Given data START

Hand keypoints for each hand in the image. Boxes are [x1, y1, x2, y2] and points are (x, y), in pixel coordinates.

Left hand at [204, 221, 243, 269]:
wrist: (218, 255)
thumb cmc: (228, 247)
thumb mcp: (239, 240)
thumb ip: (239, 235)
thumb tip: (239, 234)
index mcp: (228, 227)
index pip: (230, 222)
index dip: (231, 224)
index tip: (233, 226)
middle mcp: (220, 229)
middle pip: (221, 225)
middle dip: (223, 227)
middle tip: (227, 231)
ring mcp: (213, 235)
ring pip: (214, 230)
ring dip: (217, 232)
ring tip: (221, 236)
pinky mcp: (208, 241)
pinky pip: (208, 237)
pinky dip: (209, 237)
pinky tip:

Given data END

*Directions*
Up to and including the line with "pinky mcp: (208, 241)", please return the records exactly, beginning from their first line.

*Your response*
Hand keypoints for each hand in the image. Boxes are [x1, y1, x2, y2] and points are (x, y), in pixel coordinates.

Left hand at [204, 221, 243, 269]:
wrist: (218, 255)
thumb cmc: (228, 247)
thumb mcp: (239, 240)
thumb ip: (239, 235)
thumb tip: (239, 234)
index mcp: (228, 227)
index pip: (230, 222)
index dip: (231, 224)
index tip: (233, 226)
middle mcp: (220, 229)
middle pip: (221, 225)
middle dip: (223, 227)
middle tip: (227, 231)
ring mcp: (213, 235)
ring pip: (214, 230)
ring dip: (217, 232)
ring tip: (221, 236)
pinky mcp: (208, 241)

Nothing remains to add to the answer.